Tel est pris celui qui croyait prendre

Amour, tromperie, vengeance et quiproquos: tous les ingrédients nécessaires sont réunis dans Le Dindon de Georges Feydeau pour former un traditionnel vaudeville de la Belle Époque française. Dans une mise en scène de Normand Chouinard, un amateur de Feydeau, la pièce est jouée au Théâtre du Nouveau Monde (TNM) jusqu’au 11 février par une formidable équipe de comédiens qui ont su bien manier le style.

Tout commence avec Pontagnac, infidèle invétéré, amouraché de Lucienne qu’il suit jusqu’à son domicile. Ne craignant pas d’affronter son mari, il se trouve finalement face à un de ses amis, M. Vatelin. Voulant faire de Lucienne Vatelin son amante, Pontagnac réussit à soutirer d’elle qu’elle ne trompera son mari que si elle a la preuve qu’elle est trompée la première. S’engendre alors une folle histoire où s’entrecroisent les amants désespérés, les femmes déterminées à se venger, les infidèles et les hystériques en mal d’amour. Une ronde improbable où tel est pris celui qui croyait prendre.

Pour enrober ce tableau ancien aux échos toujours actuels, Normand Chouinard a décidé d’utiliser la mise en abîme. Un procédé usé, vu ailleurs trop souvent, qui donne l’impression d’avoir été choisi afin de distraire les spectateurs pendant le changement de décor entre le deuxième et le troisième acte. Sans oublier l’ajout d’un placement de produit à de nombreux moments dans la pièce, celui du «chocolat Menier», qui n’a pas vraiment raison d’être.

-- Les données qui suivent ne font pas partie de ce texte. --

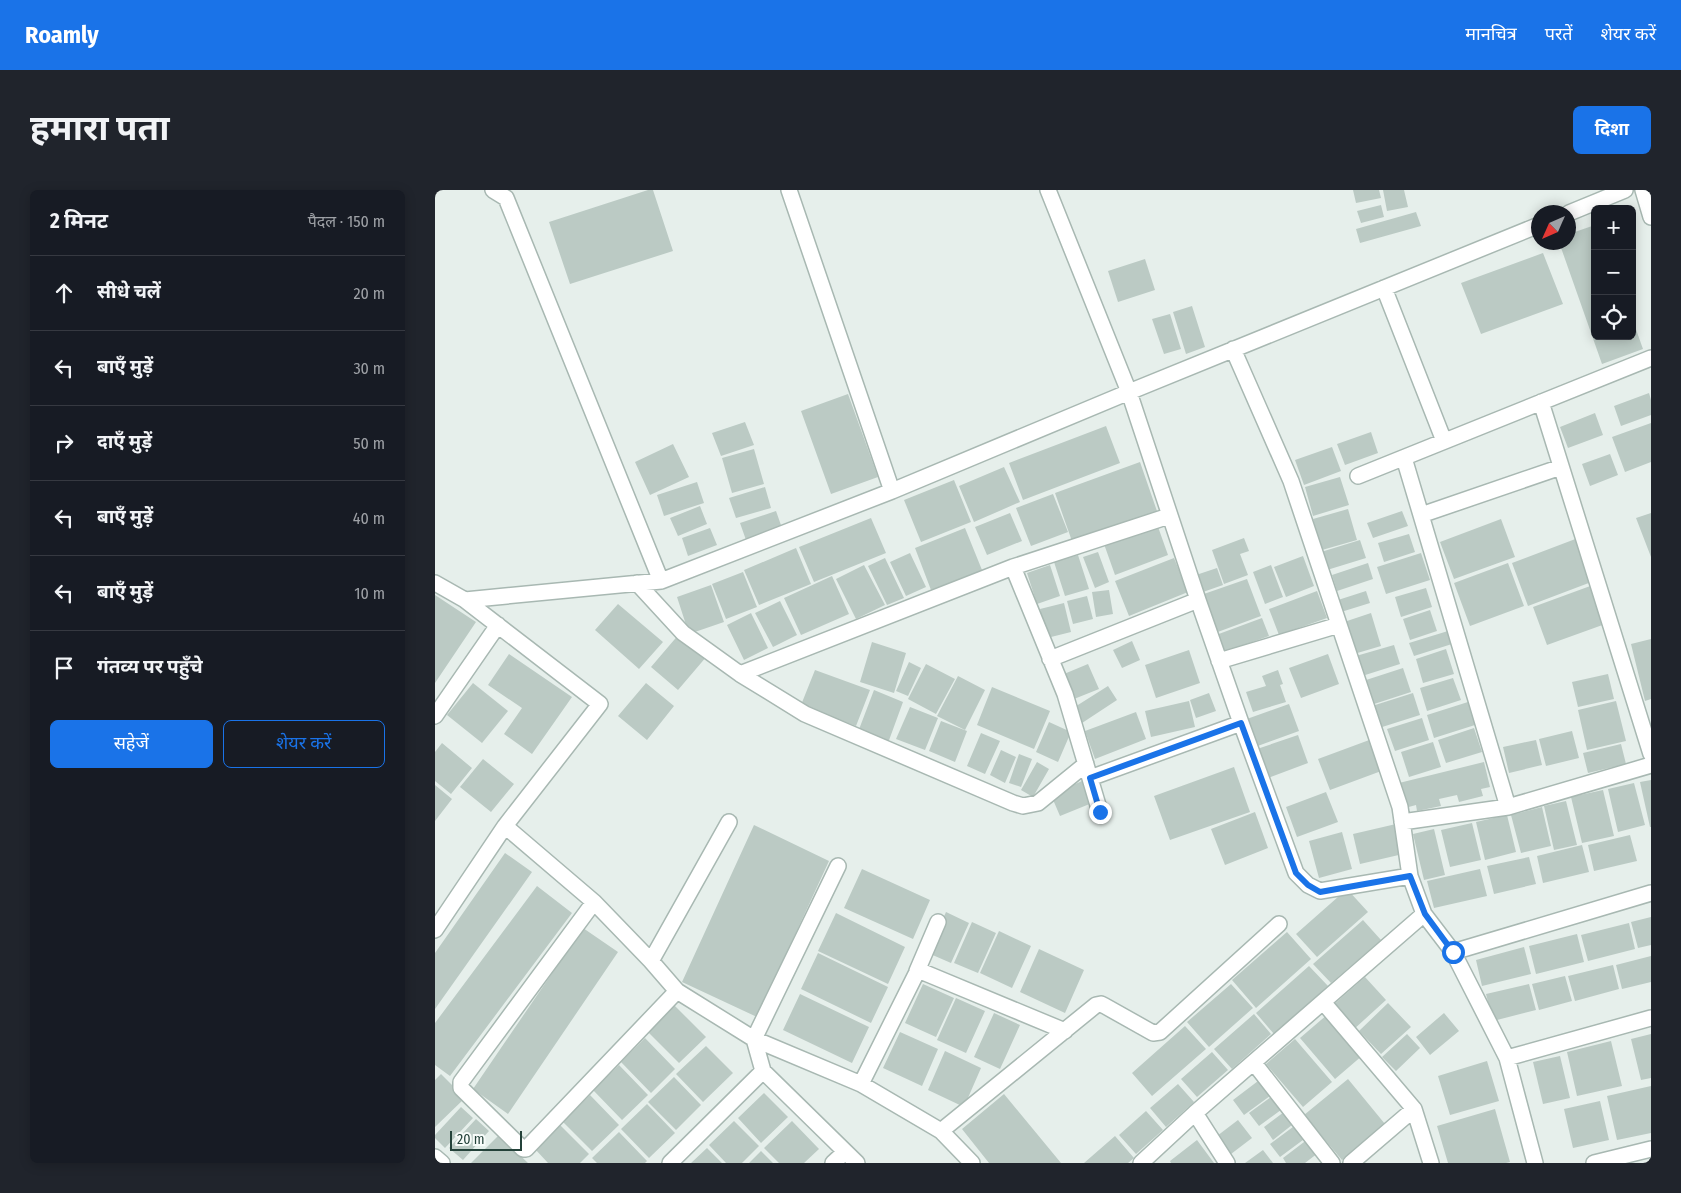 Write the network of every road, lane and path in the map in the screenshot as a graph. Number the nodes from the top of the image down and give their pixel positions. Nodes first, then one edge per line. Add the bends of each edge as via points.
1 (493, 190) edge
2 (789, 190) edge
3 (1047, 190) edge
4 (1625, 190) edge
5 (1643, 190) edge
6 (1576, 210) edge
7 (1651, 217) edge
8 (1531, 228) edge
9 (1384, 288) junction
10 (1233, 349) junction
11 (1651, 358) edge
12 (1129, 392) junction
13 (1541, 402) junction
14 (1443, 441) junction
15 (1404, 458) junction
16 (1561, 467) junction
17 (1358, 476) dead end
18 (892, 491) junction
19 (1421, 515) junction
20 (1169, 516) junction
21 (1013, 567) junction
22 (661, 581) junction
23 (435, 583) edge
24 (637, 583) junction
25 (465, 600) junction
26 (1198, 600) junction
27 (498, 625) junction
28 (1339, 625) junction
29 (1050, 658) junction
30 (1219, 661) junction
31 (740, 674) junction
32 (435, 716) edge
33 (1241, 723) junction
34 (1651, 754) edge
35 (1651, 765) edge
36 (1088, 771) junction
37 (1508, 806) junction
38 (1100, 812) dead end
39 (729, 822) dead end
40 (1402, 822) junction
41 (505, 826) junction
42 (838, 866) dead end
43 (1410, 876) junction
44 (1651, 893) edge
45 (594, 902) junction
46 (1425, 914) junction
47 (938, 922) dead end
48 (1279, 924) dead end
49 (435, 930) edge
50 (1453, 952) junction
51 (651, 961) junction
52 (917, 971) junction
53 (677, 992) junction
54 (1323, 1002) junction
55 (1651, 1018) edge
56 (1065, 1031) junction
57 (754, 1039) junction
58 (1507, 1058) junction
59 (1254, 1063) junction
60 (763, 1070) junction
61 (861, 1084) junction
62 (1415, 1109) junction
63 (1195, 1113) junction
64 (941, 1131) junction
65 (1651, 1149) edge
66 (845, 1152) junction
67 (435, 1157) edge
68 (442, 1163) edge
69 (670, 1163) edge
70 (833, 1163) edge
71 (857, 1163) edge
72 (972, 1163) edge
73 (1141, 1163) edge
74 (1227, 1163) edge
75 (1331, 1163) edge
76 (1351, 1163) edge
77 (1431, 1163) edge
78 (1535, 1163) edge
79 (1594, 1163) edge

1 - 22 street via 506,198
2 - 18 street
3 - 12 street
4 - 6 street
5 - 7 street
8 - 9 street
9 - 10 street
9 - 14 street
10 - 12 street
10 - 28 street via 1291,481
11 - 13 street
12 - 18 street
12 - 20 street
13 - 14 street
13 - 16 street
14 - 15 street
15 - 17 street
15 - 19 street
16 - 19 street
16 - 34 street
18 - 22 street
19 - 37 street
20 - 21 street
20 - 26 street
21 - 29 street
21 - 31 street
22 - 24 street
23 - 25 street
24 - 25 street
24 - 31 street via 683,633
25 - 27 street
26 - 29 street
26 - 30 street
27 - 32 street
27 - 41 street via 600,704
28 - 30 street
28 - 40 street via 1400,807
29 - 36 street via 1065,694
30 - 33 street
31 - 36 street via 805,714 1023,806 1038,803
33 - 36 street
33 - 43 street via 1296,873 1308,885 1320,892
35 - 37 street
36 - 38 street
37 - 40 street
39 - 51 street
40 - 43 street
41 - 45 street
41 - 49 street
42 - 57 street
43 - 46 street
44 - 50 street
45 - 51 street
45 - 53 street via 461,1082 461,1088 526,1150
46 - 50 street
46 - 54 street
47 - 52 street
48 - 56 street via 1160,1032 1153,1033 1101,1004
50 - 58 street
51 - 53 street
52 - 56 street
52 - 61 street
53 - 57 street
54 - 59 street
54 - 62 street
55 - 58 street
56 - 64 street
57 - 60 street
57 - 61 street
58 - 78 street
59 - 63 street
59 - 75 street
60 - 66 street
60 - 69 street
61 - 64 street
62 - 76 street
62 - 77 street
63 - 73 street
63 - 74 street
64 - 72 street
65 - 79 street
66 - 70 street
66 - 71 street
67 - 68 street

Malgré ces quelques écueils, le metteur en scène a assuré une bonne direction d’acteurs dans le jeu et dans l’espace scénique. On retient l’efficace utilisation des meubles, surtout celle d’un petit pouf qui a le don de prêter à un amusant jeu de mouvements entre les personnages. Quelques ponctuations musicales et chorégraphiques viennent briser le rythme de belle façon. Ainsi, il faut souligner le magnifique travail d’Yves Morin, créateur de la musique originale, qui apporte à la pièce une touche jazz tout à fait à propos.

Les acteurs évoluent dans un magnifique décor, impressionnant par son ingéniosité. Tout est agréable pour l’œil, surtout les costumes du type «Titanic» créés par Suzanne Harel.

Le Dindon marque un heureux moment: le retour de Rémy Girard sur les planches, cinq ans après la pièce Ubu Roi qui avait aussi été montée au TNM et mise en scène par Normand Chouinard. Pour ce qui est des acteurs qui partagent la scène avec lui—ils sont seize au total—, on apprécie particulièrement la justesse de Linda Sorgini en Lucienne, le jeu physique de Carl Béchard en M. Rédillon et le talent incontesté d’Alain Zouvi qui joue le rôle de Pontagnac. Violette Chauveau qui, comme à son habitude, est totalement délurée, offre une performance très drôle dans le rôle de Maggy. Le spectateur s’amuse également de la présence du couple Pinchard, qui y est beaucoup pour le ridicule de l’histoire, formé de Jean-Pierre Chartrand et de Véronique Le Flaguais. Un seul bémol: le jeu trop appuyé de Marie-Pier Labrecque qui interprète Armandine.

Le Dindon regroupe tous les excès que permet le style du vaudeville et de la comédie de caractères. Même si quelques choix de mise en scène laissent un peu à désirer, la pièce de Feydeau, riche par ses jeux de mots et ses dialogues bien ficelés, permet au public de rire un bon coup.

Le Dindon de Georges Feydeau est présenté au Théâtre du Nouveau Monde dans une mise en scène de Normand Chouinard du 17 janvier au 11 février 2012.